Ubuntu: edizioni nazionali per l’uso governativo

Edizione nazionale e locale di Ubuntu

Sta lentamente migliorando il rapporto tra l’open source e i governi di nazioni europee e non: la città tedesca di Monaco, Francia, le scuole del Portogallo e la regione spagnola di Extremadura sono solo alcuni esempi della migrazione da piattaforme proprietarie ad open source, per motivi che vanno dai costi delle licenze alla duttilità delle soluzioni che il mondo FOSS può offrire. Mark Shuttleworth non è rimasto certo indifferente a questa inversione di tendenza:

I governi stanno incrementando l’uso effettivo di Ubuntu nei progetti su larga scala, dalle grandi quantità di dati alle piccole scuole. C’è una crescente confidenza nell’open source dai quartieri governativi, e una crescente evoluzione dell’uso che ne fanno.

E per venire incontro alle esigenze delle nazioni già coinvolte in questo passaggio – ed eventualmente le future – Shuttleworth ha riassunto in alcuni punti chiave quella che potrebbe essere l’evoluzione di Ubuntu per l’ambito governativo; in primis, realizzare delle edizioni di Ubuntu nazionali e locali, con la collaborazione di grandi produttori di sistemi informatici per l’installazione e la certificazione:

Diversi appalti in Canada sono stati concordati con aziende che offrono Ubuntu pre-installato su PC. Lo stesso accade in Brasile ed Argentina, in Cina, India, Spagna e Germania. Stiamo vedendo paesi o province che in precedenza hanno avuto una propria versione di Linux, andare verso Ubuntu.

Così come la sfida di adattare la distribuzione alla lingua di ogni regione:

[...] l’idea che Ubuntu possa essere fatta su misura della cultura locale è molto affascinante. Ogni regione o comunità ha i propri siti di notizie, le proprie lingue, le applicazioni e protocolli preferiti e le proprie convenzioni. Possiamo espandere il design e la definizione dell’esperienza Ubuntu in modo da adattarla naturalmente a tali norme in maniera più ricca e più significativa di quanto possiamo oggi con Windows?

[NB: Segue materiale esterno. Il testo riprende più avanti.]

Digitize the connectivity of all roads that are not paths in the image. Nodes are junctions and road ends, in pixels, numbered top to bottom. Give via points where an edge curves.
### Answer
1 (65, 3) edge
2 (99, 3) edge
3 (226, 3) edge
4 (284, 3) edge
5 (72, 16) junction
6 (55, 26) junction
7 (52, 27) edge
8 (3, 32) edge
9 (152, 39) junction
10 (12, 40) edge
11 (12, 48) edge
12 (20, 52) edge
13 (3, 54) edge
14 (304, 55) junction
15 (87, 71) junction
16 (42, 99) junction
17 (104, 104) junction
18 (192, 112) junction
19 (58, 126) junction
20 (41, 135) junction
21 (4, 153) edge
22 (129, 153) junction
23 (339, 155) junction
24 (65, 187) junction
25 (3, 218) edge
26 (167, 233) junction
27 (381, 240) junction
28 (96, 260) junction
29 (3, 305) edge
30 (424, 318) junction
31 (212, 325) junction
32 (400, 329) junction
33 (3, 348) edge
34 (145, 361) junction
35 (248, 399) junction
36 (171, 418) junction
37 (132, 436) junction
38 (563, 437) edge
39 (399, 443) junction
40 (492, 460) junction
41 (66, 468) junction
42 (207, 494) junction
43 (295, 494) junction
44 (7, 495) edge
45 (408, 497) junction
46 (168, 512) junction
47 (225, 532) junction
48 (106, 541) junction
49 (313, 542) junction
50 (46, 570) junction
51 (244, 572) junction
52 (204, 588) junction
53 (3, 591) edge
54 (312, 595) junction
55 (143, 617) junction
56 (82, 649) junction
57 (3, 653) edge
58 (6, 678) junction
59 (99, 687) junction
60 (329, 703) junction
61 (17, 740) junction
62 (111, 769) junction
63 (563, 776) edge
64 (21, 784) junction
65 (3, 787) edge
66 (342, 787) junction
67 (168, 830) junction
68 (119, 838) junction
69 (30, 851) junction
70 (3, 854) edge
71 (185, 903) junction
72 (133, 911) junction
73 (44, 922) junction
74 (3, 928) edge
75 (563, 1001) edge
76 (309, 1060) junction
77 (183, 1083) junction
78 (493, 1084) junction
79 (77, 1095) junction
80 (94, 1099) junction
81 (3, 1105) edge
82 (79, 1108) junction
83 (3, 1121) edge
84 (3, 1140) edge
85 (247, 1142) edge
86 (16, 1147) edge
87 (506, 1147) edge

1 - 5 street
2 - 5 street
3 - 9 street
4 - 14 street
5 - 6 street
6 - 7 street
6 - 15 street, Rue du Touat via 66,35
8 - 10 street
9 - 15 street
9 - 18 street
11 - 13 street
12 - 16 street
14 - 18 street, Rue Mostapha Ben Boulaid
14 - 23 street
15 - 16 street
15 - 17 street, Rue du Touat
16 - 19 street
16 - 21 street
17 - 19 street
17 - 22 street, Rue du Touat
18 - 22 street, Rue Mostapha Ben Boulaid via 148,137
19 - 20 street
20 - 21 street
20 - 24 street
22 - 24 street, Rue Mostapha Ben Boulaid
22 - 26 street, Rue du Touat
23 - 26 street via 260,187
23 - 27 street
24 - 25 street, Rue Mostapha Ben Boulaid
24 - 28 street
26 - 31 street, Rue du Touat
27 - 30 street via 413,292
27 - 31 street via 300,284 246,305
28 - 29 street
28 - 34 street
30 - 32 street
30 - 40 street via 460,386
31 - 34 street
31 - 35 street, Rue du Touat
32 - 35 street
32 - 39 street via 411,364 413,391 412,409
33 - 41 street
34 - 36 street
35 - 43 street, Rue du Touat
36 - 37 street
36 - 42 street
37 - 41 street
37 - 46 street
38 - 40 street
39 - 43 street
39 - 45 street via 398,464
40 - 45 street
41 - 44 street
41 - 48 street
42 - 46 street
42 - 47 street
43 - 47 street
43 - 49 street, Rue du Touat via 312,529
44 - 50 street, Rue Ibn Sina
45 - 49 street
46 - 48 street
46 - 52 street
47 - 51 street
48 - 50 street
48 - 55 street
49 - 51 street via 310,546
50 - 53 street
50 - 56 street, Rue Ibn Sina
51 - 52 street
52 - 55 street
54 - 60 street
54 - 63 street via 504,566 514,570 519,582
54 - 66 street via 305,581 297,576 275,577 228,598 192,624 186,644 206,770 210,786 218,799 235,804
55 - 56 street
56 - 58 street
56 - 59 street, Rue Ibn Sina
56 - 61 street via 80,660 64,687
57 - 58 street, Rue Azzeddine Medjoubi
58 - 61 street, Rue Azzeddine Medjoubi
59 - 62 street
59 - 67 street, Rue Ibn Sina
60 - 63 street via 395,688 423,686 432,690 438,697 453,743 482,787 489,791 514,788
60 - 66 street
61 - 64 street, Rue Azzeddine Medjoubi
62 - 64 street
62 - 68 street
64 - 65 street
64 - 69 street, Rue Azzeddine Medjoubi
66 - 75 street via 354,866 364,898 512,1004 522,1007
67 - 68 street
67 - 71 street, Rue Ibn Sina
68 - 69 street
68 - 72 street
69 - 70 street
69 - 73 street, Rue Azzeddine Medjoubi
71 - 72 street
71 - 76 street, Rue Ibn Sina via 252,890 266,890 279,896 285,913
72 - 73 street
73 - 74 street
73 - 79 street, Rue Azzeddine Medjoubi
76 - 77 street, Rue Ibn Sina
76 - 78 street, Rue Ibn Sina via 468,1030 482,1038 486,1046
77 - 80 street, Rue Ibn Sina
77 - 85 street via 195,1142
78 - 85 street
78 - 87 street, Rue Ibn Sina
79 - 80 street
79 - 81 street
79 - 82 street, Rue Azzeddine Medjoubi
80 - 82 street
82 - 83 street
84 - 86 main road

Questi sono solo alcuni dei punti di partenza di cui si parla nell’articolo, e un’altra sfida per cui Canonical potrebbe presto trovarsi in campo, se ci sarà abbastanza interesse. E voi, come vedreste un’edizione di Ubuntu dedicata completamente all’Italia?

Tag:

Commenti

  1. [1]

    Non so se la cosa mi piace o mi infastidisce. Da una parte non sono contrario alla distribuzione unica che sfondi ma purchè questa incorpori in se tutti i punti di forza delle altre e non credo che questa cosa sia favorita in questo modo. In fin dei conti Ubuntu ce la sta facendo da sola, quindi perchè dovrebbe aprirsi alle altre adesso visto che ogni team mi sembra piuttosto orgoglioso delle cose che introduce e piuttosto repellente alle cose che introducono gli altri. Mi piace perchè così è più facile evitare che Android diventi l’unica distro Linux diffusa. Però non sono così dentro questo mondo da poter fare delle considerazioni condivisibili

  2. [2]
  3. [3]

    Sono felice che il pinguino stia lentamente facendo breccia… più istituzioni lo useranno, più crescerà la fiducia degli utenti nelle sue possibilità.
    Molti miei clienti oggi preferiscono pagare fior di licenze piuttosto che dare una chance ad alternative open, convinti che se una cosa non COSTA niente allora non VALE niente… specie se ha una interfaccia esteticamente non all’altezza dei software closed.
    Una solida base di utenti istituzionali è un ottimo biglietto da visita, che può aiutare a sfatare molti falsi miti…

  4. [4]

    Iniziamo a fare pagare anche linux, se questo porta credibilità verso quanti hanno il cervello ristretto.

  5. [5]

    “E voi, come vedreste un’edizione di Ubuntu dedicata completamente all’Italia?”

    Completamente inutile. Con la mentalità che c’è in questo paese il software proprietario verrà usato anche se in futuro tutto sarà OSS.